We could suffer losses due to insurance risk
We have exposure to insurance risk in our life insurance, general insurance and lenders mortgage insurance
businesses, which may adversely affect our business, operations or financial condition.
Insurance risk is the risk in our licensed regulated insurance entities of lapses being greater than expected, or
the costs of claims being greater than expected due to a failure in product design, underwriting, reinsurance
arrangements or an increase in the severity and/or frequency of insured events.
In the life insurance business, risk arises primarily through mortality (death) and morbidity (illness and injury) risks,
the costs of claims relating to those risks being greater than was anticipated when pricing those risks and policy
lapses (including through an unexpected or sustained increase in the rate of policy lapses).
In the general insurance business, insurance risk arises mainly through environmental factors (including storms,
floods and bushfires) and other calamities, such as earthquakes, tsunamis and volcanic activity, as well as general
variability in home and contents insurance claim amounts. The frequency and severity of external events such
as natural disasters is difficult to predict and it is possible that the amounts we reserve for potential losses from
existing events, such as those arising from natural disaster events, may not be adequate to cover actual claims that
may arise.
In the lenders mortgage insurance business, insurance risk arises primarily from unexpected downturns in
economic conditions leading to higher levels of mortgage defaults from unemployment or other economic factors.
If our reinsurance arrangements are ineffective, this could lead to greater risk, and more losses than anticipated.
There is also a risk that we will not be able to renew an expiring reinsurance arrangement on similar terms,
including in relation to the cost, duration and amount of reinsurance cover provided under that arrangement.
Changes in critical accounting estimates and judgements could expose the Group to losses
The Group is required to make estimates, assumptions and judgements when applying accounting policies and
preparing its financial statements, particularly in connection with the calculation of provisions (including those
related to remediations or credit losses) and the determination of the fair value of financial instruments. A change
in a critical accounting estimate, assumption and/or judgement resulting from new information or from changes in
circumstances or experience could result in the Group incurring losses greater than those anticipated or provided
for. This may have an adverse effect on the Group’s financial performance, financial condition and reputation. The
Group’s financial performance and financial condition may also be impacted by changes to accounting standards
or to generally accepted accounting principles.
We could suffer losses due to impairment of capitalised software, goodwill and other intangible assets
that may adversely affect our business, operations or financial condition
In certain circumstances Westpac may be exposed to a reduction in the value of intangible assets. As at
30 September 2019, Westpac carried goodwill principally related to its investments in Australia, other intangible
assets principally relating to assets recognised on acquisition of subsidiaries and capitalised software balances.

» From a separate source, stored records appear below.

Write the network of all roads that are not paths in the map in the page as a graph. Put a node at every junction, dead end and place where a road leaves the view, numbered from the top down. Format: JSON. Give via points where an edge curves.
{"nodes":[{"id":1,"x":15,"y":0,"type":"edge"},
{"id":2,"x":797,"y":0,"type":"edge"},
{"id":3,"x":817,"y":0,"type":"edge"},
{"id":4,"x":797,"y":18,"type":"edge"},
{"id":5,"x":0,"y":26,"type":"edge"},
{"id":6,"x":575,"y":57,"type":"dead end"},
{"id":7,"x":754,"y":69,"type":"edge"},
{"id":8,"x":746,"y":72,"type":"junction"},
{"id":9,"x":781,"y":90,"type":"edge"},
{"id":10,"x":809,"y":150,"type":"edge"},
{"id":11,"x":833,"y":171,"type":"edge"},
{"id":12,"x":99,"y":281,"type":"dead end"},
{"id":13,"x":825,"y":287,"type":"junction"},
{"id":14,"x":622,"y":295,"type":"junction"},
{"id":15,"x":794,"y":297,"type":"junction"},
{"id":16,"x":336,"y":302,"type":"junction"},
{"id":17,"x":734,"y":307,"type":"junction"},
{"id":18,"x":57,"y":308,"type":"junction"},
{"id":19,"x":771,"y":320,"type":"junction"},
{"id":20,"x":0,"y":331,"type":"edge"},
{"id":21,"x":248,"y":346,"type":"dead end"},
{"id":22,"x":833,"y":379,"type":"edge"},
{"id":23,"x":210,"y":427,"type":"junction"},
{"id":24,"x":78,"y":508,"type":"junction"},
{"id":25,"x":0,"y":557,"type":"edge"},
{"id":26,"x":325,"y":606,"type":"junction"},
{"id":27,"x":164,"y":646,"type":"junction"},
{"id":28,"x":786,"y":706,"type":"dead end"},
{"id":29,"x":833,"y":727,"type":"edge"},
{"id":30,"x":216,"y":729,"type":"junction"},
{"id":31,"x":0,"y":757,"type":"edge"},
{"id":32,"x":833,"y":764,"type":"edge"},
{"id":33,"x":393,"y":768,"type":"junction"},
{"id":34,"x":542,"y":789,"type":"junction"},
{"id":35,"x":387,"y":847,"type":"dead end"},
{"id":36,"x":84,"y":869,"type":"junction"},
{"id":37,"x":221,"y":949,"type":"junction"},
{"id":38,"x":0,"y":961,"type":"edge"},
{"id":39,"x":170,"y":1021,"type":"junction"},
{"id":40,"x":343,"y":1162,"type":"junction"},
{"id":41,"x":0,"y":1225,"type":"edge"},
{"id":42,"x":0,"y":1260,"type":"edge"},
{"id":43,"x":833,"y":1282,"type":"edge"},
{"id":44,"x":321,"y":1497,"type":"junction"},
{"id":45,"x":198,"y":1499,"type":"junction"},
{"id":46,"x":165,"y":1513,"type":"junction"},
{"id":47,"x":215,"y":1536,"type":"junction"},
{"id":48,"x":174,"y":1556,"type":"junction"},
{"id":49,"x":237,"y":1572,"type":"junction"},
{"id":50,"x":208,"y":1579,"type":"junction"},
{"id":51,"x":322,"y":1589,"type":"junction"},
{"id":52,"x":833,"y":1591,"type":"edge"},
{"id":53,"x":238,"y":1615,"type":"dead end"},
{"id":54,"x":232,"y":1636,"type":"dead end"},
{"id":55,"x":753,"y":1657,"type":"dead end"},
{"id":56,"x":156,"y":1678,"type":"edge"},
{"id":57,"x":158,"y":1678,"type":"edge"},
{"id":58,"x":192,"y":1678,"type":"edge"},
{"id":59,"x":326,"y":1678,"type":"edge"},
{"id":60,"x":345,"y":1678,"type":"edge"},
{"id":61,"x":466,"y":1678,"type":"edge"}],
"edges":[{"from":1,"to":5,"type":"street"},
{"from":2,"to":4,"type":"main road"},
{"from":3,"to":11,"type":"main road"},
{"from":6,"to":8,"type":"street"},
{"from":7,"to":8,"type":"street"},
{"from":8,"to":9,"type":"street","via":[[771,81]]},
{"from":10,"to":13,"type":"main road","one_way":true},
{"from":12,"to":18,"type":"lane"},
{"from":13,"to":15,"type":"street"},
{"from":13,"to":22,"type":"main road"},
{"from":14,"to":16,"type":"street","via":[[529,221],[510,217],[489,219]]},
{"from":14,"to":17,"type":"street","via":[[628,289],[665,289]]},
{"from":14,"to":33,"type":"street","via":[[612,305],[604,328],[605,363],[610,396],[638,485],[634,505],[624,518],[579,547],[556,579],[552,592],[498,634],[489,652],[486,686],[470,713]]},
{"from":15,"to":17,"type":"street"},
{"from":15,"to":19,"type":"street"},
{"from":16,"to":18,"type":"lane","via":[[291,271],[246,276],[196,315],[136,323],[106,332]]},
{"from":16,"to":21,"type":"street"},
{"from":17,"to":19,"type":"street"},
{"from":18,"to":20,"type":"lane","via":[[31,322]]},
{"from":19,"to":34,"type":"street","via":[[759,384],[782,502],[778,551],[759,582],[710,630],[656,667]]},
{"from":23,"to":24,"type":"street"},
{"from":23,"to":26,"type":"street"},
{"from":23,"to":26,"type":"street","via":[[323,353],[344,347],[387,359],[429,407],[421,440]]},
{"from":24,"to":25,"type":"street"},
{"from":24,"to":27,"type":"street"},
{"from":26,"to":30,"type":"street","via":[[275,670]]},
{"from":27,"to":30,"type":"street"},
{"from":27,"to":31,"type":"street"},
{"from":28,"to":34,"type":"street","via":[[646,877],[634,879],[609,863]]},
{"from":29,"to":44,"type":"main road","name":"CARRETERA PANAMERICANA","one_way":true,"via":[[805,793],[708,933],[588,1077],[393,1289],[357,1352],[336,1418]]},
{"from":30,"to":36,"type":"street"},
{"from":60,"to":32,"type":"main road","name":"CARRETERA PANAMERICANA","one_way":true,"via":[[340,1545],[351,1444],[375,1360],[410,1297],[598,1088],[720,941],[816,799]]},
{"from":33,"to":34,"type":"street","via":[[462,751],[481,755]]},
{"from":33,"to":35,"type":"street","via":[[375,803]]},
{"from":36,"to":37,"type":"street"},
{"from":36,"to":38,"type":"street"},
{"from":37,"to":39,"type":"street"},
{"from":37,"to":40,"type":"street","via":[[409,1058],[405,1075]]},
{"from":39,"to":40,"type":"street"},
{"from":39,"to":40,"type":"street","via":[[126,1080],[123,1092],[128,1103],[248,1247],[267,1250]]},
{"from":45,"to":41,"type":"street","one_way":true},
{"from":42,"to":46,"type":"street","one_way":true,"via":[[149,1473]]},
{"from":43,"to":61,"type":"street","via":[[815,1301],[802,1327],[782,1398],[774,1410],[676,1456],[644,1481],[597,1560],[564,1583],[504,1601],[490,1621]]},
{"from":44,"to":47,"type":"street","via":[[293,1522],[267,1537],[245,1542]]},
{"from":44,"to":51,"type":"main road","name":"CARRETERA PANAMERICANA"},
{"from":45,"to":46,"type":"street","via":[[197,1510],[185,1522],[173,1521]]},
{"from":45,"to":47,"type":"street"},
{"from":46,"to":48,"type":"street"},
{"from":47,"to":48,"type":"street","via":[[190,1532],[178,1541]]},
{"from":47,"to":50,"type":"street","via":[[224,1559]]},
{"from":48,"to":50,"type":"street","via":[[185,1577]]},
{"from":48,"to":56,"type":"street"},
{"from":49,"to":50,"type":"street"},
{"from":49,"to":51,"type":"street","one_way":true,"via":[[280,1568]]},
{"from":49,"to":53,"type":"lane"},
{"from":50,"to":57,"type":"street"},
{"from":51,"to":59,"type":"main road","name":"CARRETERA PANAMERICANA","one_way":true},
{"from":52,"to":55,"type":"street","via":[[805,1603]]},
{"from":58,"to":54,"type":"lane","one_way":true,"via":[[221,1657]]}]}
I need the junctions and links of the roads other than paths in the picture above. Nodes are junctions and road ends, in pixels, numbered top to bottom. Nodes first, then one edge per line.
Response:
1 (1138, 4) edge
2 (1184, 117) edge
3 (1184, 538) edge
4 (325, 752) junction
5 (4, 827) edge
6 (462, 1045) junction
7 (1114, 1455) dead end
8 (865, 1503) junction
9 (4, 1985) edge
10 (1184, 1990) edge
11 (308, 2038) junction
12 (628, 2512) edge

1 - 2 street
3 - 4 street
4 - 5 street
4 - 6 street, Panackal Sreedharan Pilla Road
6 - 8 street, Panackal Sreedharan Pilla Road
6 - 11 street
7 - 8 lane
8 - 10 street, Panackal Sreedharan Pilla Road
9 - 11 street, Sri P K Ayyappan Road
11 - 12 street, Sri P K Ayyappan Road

Westpac is required to assess the recoverability of the goodwill and other intangible asset balances on at least
an annual basis or wherever an indicator of impairment exists. For this purpose, Westpac uses a discounted cash
flow calculation. Changes in the methodology or assumptions upon which the calculation is based, together with
changes in expected future cash flows, could materially impact this assessment, resulting in the potential write-off
of part or all of the intangible assets.
In the event that an asset is no longer in use, or its value has been reduced or that its estimated useful life has
declined, an impairment will be recorded, adversely impacting the Group’s financial condition. The estimates and
assumptions used in assessing the useful life of an asset can be affected by a range of factors including changes in
strategy and the rate of external changes in technology and regulatory requirements.
We could suffer losses if we fail to syndicate or sell down underwritten securities
As a financial intermediary, we underwrite listed and unlisted debt and equity securities. Underwriting activities
include the development of solutions for corporate and institutional customers who need capital and investor
customers who have an appetite for certain investment products. We may guarantee the pricing and placement of
these facilities. We could suffer losses if we fail to syndicate or sell down our risk to other market participants. This
risk is more pronounced in times of heightened market volatility.
2019 Westpac Group Annual ReportRisk and risk management
113
Certain strategic decisions may have adverse effects on our business
Westpac, at times, evaluates and may implement strategic decisions and objectives including diversification,
innovation, divestment or business expansion initiatives.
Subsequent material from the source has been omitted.